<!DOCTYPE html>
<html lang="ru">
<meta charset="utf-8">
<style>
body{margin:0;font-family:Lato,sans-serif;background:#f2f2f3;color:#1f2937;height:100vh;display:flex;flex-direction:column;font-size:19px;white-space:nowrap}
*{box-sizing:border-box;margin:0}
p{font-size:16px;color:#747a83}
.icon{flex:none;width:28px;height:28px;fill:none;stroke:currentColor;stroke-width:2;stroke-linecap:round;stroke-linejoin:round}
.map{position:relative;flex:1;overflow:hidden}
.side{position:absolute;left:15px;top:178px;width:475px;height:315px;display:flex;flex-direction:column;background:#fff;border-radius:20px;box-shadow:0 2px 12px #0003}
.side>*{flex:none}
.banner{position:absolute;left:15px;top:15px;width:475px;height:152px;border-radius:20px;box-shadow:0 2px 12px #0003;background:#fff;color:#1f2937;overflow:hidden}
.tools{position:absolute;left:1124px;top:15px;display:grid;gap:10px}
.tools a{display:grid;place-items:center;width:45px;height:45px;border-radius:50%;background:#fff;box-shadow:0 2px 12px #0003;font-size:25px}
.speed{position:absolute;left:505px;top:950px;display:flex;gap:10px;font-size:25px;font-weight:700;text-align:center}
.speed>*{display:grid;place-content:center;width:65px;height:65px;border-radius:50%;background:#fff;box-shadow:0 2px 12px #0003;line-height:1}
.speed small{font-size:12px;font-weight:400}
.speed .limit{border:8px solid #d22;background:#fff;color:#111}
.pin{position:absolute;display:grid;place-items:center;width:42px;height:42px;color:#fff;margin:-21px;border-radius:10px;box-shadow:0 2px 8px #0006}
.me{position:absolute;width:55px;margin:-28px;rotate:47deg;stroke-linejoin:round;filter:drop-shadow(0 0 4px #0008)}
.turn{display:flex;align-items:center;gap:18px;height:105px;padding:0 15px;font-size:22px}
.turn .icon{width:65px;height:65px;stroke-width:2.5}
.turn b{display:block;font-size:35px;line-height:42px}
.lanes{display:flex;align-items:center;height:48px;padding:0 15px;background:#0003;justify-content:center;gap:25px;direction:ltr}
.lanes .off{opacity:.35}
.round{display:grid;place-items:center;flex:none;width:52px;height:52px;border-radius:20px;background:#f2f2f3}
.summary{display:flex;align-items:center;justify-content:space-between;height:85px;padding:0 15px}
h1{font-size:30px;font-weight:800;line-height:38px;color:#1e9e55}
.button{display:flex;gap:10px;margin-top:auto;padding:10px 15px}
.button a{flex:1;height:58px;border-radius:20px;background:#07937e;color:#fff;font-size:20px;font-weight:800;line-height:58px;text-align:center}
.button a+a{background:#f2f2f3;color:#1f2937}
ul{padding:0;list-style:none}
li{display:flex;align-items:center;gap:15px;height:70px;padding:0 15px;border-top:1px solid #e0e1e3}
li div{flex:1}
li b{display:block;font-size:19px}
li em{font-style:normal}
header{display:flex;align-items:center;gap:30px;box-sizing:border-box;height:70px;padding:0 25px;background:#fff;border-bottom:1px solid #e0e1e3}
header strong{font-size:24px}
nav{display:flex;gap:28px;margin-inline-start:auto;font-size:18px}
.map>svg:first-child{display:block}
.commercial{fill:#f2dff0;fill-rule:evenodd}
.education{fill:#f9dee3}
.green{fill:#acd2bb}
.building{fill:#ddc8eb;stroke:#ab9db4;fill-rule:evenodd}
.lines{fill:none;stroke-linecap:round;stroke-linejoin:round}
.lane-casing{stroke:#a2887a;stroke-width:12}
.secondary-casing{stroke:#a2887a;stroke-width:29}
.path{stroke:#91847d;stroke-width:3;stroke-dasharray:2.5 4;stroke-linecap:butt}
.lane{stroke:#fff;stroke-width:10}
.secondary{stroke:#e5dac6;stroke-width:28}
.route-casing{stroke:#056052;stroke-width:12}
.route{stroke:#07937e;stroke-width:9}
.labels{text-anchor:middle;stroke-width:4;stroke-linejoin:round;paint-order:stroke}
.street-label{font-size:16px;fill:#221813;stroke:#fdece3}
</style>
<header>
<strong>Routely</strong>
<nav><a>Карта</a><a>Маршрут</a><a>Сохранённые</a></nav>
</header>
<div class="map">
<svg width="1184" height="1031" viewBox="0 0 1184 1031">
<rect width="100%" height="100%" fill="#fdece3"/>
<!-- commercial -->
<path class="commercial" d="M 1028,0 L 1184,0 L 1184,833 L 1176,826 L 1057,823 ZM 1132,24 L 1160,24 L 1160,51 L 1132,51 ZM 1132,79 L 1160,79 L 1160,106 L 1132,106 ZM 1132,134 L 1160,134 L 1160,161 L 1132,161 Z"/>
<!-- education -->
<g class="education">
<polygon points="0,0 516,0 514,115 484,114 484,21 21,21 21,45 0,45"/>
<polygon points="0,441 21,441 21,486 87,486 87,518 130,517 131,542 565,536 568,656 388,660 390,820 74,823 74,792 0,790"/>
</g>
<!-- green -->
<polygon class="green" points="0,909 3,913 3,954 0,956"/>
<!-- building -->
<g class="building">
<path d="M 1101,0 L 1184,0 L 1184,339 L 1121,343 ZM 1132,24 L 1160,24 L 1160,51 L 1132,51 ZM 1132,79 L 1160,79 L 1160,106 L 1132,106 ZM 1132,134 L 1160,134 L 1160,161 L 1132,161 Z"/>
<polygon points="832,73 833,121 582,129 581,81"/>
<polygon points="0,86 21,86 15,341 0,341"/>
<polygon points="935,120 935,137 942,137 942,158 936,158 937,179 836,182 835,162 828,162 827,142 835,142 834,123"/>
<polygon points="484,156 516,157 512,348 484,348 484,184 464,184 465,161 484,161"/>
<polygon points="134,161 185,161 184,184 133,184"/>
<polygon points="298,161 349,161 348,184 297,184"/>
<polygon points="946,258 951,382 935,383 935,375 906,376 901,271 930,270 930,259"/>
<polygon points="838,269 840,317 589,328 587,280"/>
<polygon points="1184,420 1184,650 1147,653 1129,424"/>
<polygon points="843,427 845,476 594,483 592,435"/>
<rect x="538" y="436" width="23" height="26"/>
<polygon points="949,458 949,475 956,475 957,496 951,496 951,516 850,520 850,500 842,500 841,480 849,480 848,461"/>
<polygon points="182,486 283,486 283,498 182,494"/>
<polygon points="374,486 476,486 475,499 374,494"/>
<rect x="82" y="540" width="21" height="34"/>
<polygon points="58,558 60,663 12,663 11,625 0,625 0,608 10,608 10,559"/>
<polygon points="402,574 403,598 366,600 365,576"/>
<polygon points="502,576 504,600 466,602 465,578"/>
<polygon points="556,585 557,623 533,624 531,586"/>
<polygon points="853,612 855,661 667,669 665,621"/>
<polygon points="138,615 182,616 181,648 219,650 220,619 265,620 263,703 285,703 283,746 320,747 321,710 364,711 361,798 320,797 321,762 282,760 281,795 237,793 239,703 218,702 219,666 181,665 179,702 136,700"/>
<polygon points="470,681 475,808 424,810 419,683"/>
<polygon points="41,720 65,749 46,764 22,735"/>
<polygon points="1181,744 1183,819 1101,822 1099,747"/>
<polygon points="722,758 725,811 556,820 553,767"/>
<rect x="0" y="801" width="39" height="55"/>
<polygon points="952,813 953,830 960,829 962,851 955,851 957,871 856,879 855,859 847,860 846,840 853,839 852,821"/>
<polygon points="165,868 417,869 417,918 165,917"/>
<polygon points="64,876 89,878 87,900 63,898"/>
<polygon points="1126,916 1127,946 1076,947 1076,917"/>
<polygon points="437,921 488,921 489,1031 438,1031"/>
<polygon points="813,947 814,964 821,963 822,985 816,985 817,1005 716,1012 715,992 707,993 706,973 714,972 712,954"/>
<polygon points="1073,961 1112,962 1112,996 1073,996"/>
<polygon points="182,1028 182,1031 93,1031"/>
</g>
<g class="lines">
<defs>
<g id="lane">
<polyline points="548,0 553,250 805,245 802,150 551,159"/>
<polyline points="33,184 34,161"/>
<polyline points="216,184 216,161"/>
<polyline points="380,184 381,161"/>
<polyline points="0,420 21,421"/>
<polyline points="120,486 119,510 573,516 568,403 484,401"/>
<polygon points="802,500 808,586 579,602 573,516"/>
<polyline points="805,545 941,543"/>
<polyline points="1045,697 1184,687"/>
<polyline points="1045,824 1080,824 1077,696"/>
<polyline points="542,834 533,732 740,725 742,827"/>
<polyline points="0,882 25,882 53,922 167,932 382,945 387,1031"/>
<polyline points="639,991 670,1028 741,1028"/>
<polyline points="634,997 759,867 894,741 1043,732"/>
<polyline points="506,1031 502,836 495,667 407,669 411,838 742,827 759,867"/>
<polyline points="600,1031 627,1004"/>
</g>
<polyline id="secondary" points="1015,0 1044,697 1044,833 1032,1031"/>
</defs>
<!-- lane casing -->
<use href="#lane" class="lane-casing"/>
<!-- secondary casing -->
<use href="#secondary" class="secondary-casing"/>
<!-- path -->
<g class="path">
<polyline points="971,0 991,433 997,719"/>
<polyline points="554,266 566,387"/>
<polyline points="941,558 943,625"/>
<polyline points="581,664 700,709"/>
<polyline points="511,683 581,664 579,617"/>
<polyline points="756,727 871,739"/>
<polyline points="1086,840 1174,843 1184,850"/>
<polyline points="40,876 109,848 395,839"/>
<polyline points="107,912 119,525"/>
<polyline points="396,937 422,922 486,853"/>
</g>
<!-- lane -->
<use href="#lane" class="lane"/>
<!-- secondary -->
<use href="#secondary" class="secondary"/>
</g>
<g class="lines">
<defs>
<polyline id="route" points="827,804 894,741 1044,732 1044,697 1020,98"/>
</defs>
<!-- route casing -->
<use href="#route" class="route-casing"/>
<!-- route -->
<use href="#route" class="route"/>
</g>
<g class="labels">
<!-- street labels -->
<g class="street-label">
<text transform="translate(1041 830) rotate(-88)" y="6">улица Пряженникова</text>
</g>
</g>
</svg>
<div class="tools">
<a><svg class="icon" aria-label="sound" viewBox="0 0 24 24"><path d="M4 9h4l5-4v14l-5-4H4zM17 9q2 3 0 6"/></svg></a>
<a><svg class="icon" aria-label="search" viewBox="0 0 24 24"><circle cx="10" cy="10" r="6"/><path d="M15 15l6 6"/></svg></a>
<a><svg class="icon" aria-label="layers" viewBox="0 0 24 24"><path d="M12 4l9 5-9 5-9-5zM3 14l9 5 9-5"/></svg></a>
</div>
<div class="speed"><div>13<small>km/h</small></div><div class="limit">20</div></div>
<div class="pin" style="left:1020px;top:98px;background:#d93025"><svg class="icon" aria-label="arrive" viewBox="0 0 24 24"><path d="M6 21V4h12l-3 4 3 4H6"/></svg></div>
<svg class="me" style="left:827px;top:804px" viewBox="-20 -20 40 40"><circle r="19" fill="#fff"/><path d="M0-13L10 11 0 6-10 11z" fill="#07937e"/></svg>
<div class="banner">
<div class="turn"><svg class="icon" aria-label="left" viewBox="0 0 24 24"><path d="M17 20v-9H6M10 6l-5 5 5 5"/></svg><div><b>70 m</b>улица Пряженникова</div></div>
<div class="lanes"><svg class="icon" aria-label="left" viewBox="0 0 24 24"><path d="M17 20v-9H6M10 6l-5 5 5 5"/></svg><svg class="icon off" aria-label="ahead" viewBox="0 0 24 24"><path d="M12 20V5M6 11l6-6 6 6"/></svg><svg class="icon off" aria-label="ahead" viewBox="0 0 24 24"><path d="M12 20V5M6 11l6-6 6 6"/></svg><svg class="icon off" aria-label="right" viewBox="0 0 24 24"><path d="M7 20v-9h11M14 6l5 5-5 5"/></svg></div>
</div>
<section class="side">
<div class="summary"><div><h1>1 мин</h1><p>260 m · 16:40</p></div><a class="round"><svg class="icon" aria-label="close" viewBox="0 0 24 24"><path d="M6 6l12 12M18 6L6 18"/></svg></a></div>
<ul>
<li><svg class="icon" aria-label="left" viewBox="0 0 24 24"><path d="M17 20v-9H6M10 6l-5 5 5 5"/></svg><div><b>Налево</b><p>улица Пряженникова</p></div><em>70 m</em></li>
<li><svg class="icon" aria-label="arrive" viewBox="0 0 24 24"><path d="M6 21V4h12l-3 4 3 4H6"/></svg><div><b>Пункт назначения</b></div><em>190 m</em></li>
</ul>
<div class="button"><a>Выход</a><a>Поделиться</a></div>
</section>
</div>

**Work instructions**
Using the entries, count the lines that hold the string "overflow"; nothing but the number is needed.

**Output of the exercise**
2